I’m in good company thinking that. Like, say, the late liberal Justice Ruth Bader Ginsburg, who said it was a bad idea when President Franklin Roosevelt tried it. Oh, and the 1983 incarnation of then-Sen. Joe Biden, who called it a “bonehead idea.”

It is. And it’s more transparent than plastic wrap. Far-left members of Congress, who unveiled their bill Thursday, want to add four more to the current nine Supreme Court justices under this Democratic president to orchestrate all case law going forward in favor of liberalism.

They want to instantly erase the court’s legacy of duly elected Republican presidents by drowning out the voices of the justices they appointed. They want to bulldoze the process to get there.

Can you imagine adding judges to any other courtroom for the express purpose of achieving a particular legal outcome?

And what if they succeed?

“Where does it end?” asks Kansas state Sen. Beverly Gossage, Republican of Eudora. “Do we need 15? Do we need 21? Do we need 27? I agree with Joe Biden when he said it was a terrible idea.”

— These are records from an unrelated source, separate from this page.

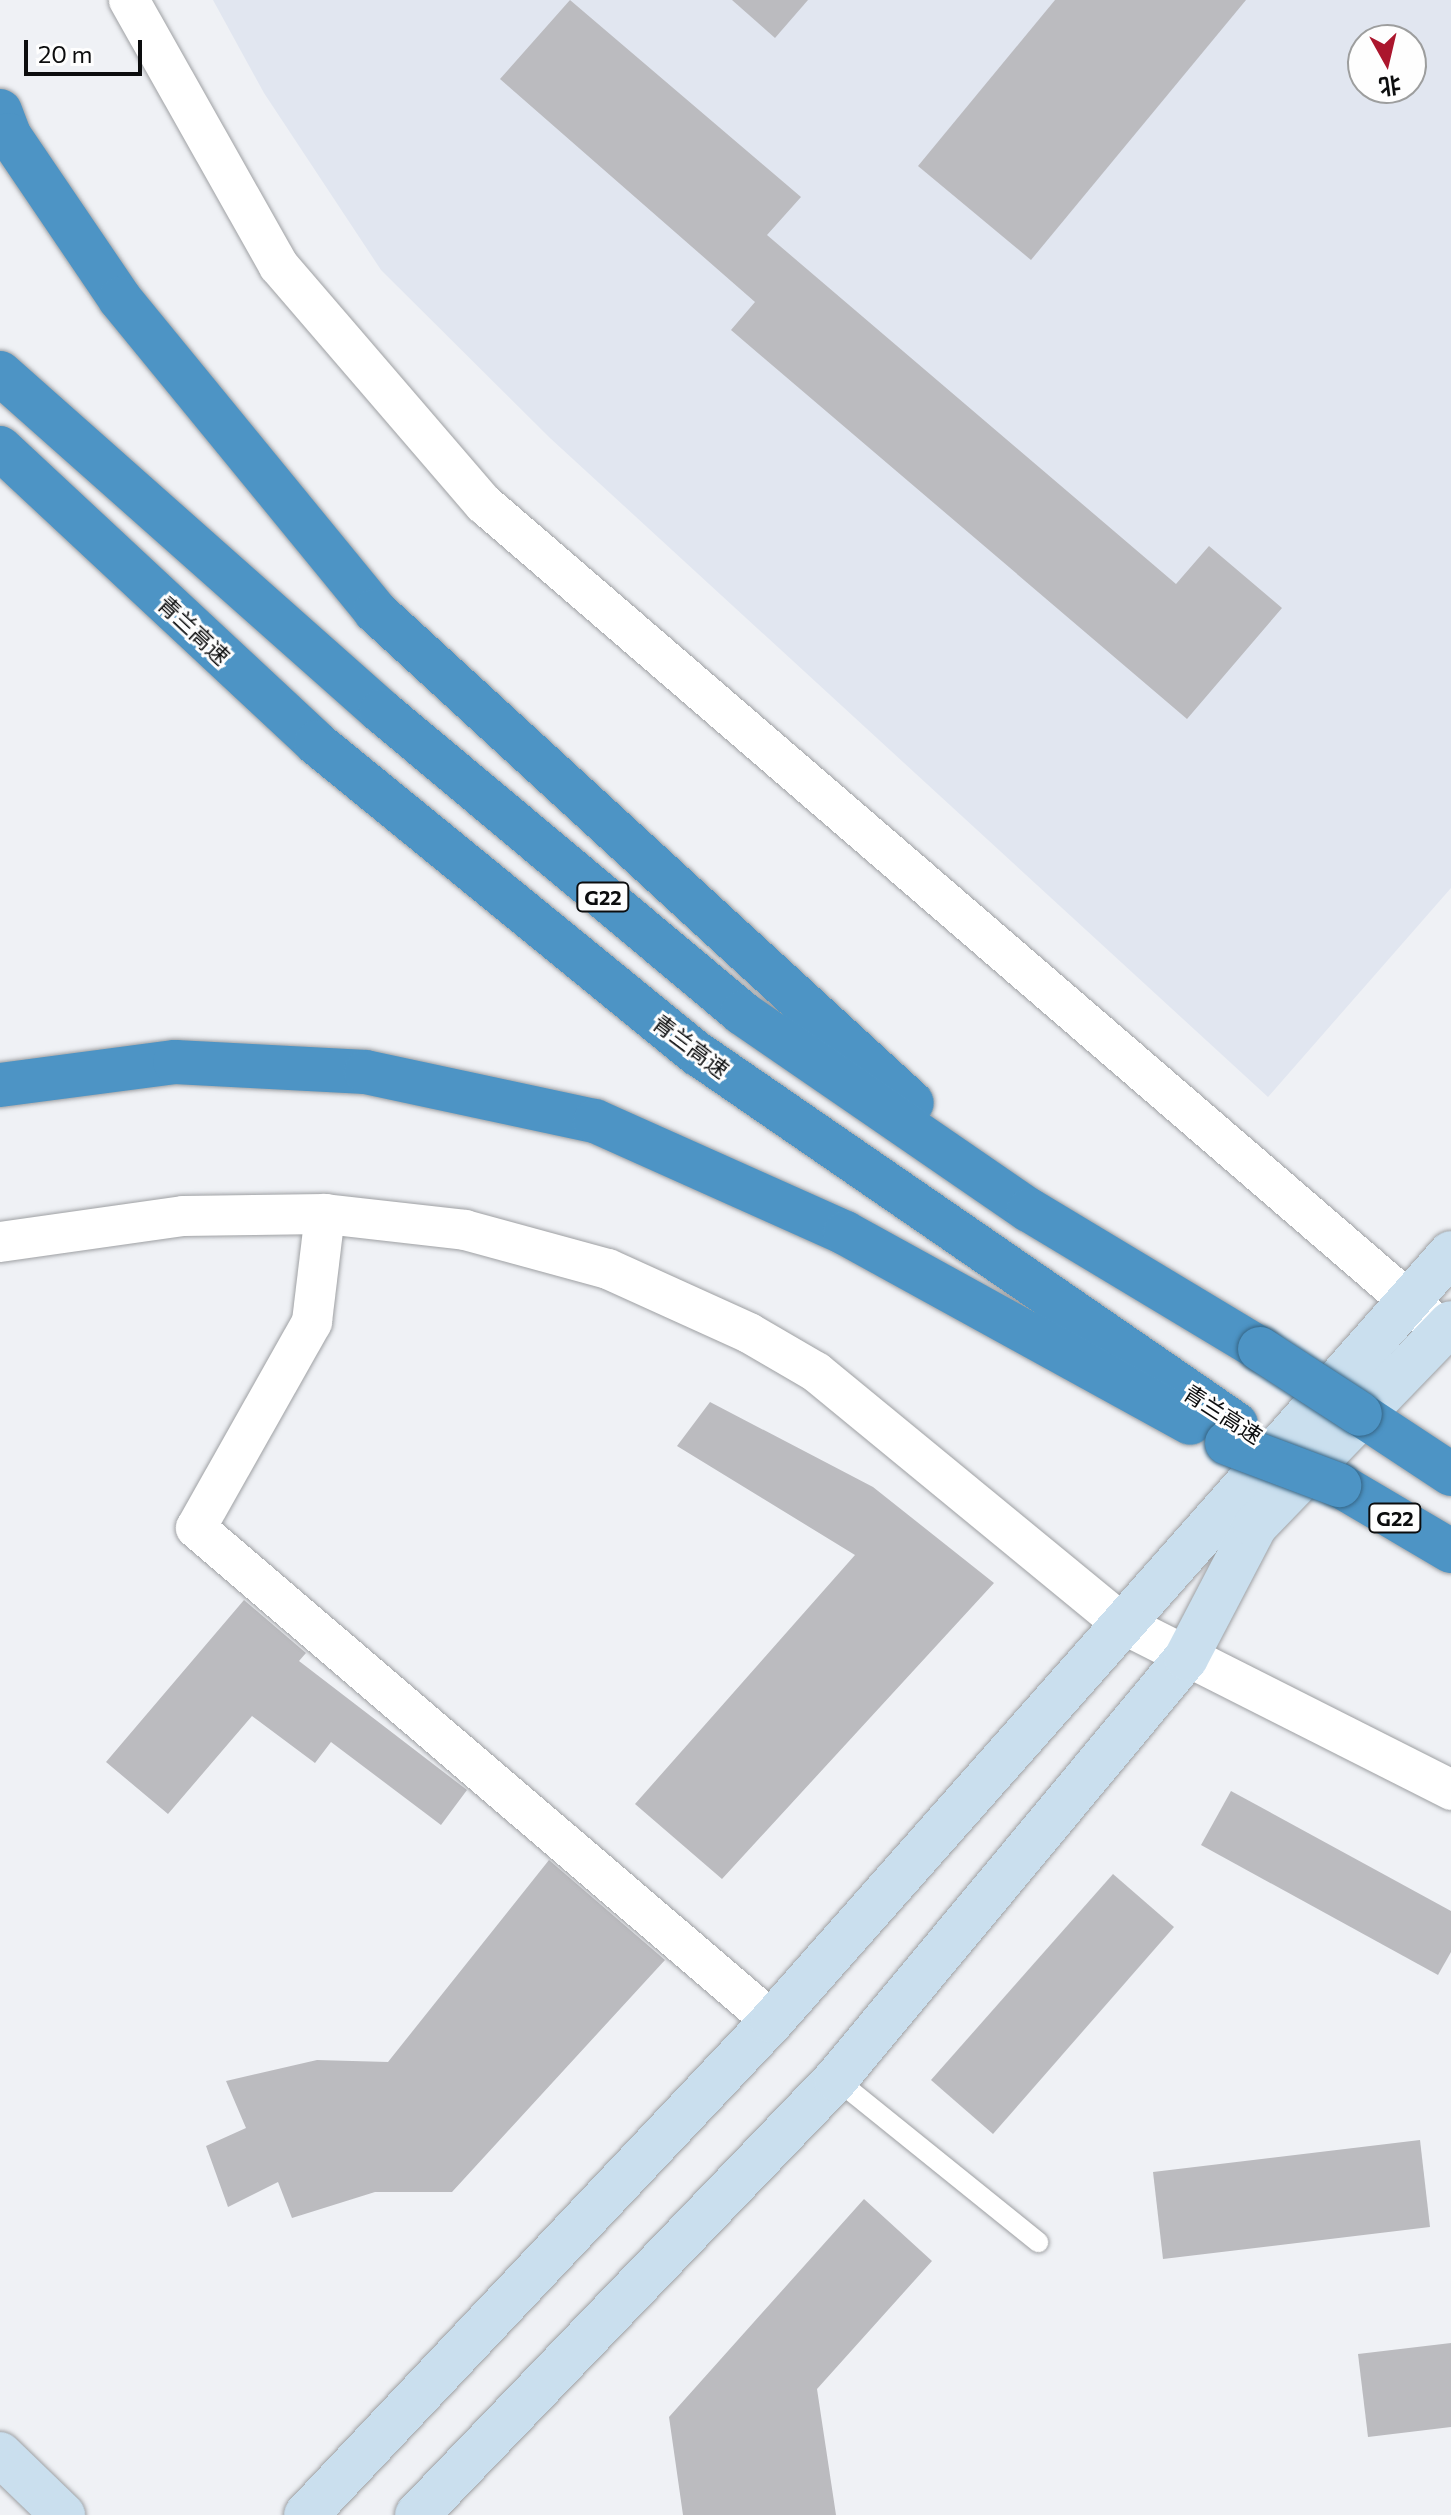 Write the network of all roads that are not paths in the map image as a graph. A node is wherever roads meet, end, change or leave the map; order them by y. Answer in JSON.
{"nodes":[{"id":1,"x":129,"y":0,"type":"edge"},
{"id":2,"x":0,"y":111,"type":"edge"},
{"id":3,"x":0,"y":373,"type":"edge"},
{"id":4,"x":0,"y":448,"type":"edge"},
{"id":5,"x":0,"y":1085,"type":"edge"},
{"id":6,"x":1029,"y":1210,"type":"junction"},
{"id":7,"x":325,"y":1214,"type":"junction"},
{"id":8,"x":0,"y":1242,"type":"edge"},
{"id":9,"x":1451,"y":1253,"type":"edge"},
{"id":10,"x":1409,"y":1301,"type":"junction"},
{"id":11,"x":1447,"y":1327,"type":"edge"},
{"id":12,"x":1231,"y":1434,"type":"junction"},
{"id":13,"x":1451,"y":1474,"type":"edge"},
{"id":14,"x":1451,"y":1551,"type":"edge"},
{"id":15,"x":1123,"y":1624,"type":"junction"},
{"id":16,"x":1186,"y":1658,"type":"junction"},
{"id":17,"x":1451,"y":1790,"type":"edge"},
{"id":18,"x":772,"y":2021,"type":"junction"},
{"id":19,"x":836,"y":2079,"type":"junction"},
{"id":20,"x":1038,"y":2242,"type":"dead end"},
{"id":21,"x":0,"y":2454,"type":"edge"},
{"id":22,"x":309,"y":2512,"type":"edge"},
{"id":23,"x":63,"y":2515,"type":"edge"},
{"id":24,"x":417,"y":2515,"type":"edge"}],
"edges":[{"from":1,"to":10,"type":"street"},
{"from":2,"to":6,"type":"highway"},
{"from":3,"to":6,"type":"highway","number":"G22"},
{"from":4,"to":12,"type":"highway","name":"青兰高速","number":"G22"},
{"from":5,"to":12,"type":"highway"},
{"from":6,"to":13,"type":"highway","number":"G22","bridge":true},
{"from":7,"to":8,"type":"street"},
{"from":7,"to":15,"type":"street"},
{"from":7,"to":18,"type":"street"},
{"from":9,"to":10,"type":"main road"},
{"from":10,"to":11,"type":"street"},
{"from":10,"to":15,"type":"main road"},
{"from":11,"to":16,"type":"main road"},
{"from":12,"to":14,"type":"highway","name":"青兰高速","number":"G22","bridge":true},
{"from":15,"to":16,"type":"street"},
{"from":15,"to":18,"type":"main road"},
{"from":16,"to":17,"type":"street"},
{"from":16,"to":19,"type":"main road"},
{"from":18,"to":22,"type":"main road"},
{"from":19,"to":20,"type":"lane"},
{"from":19,"to":24,"type":"main road"},
{"from":21,"to":23,"type":"main road"}]}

To follow her logic, what if Democrats added four to make 13 justices? What’s to stop a Republican president and Senate from adding to that number? And then the next Democratic president after that?

Supreme Court justices, though appointed by presidents, are supposed to be accountable to the law and the Constitution — not to political or public whim, which these folks seem to want.

I wondered if I was the only one who thinks this is the singular proposal that, if ever enacted, would finally rend America to shreds. I’m not. “If they do it, there will be a revolution,” one friend said. “1776,” said another, alluding of course to our first revolution.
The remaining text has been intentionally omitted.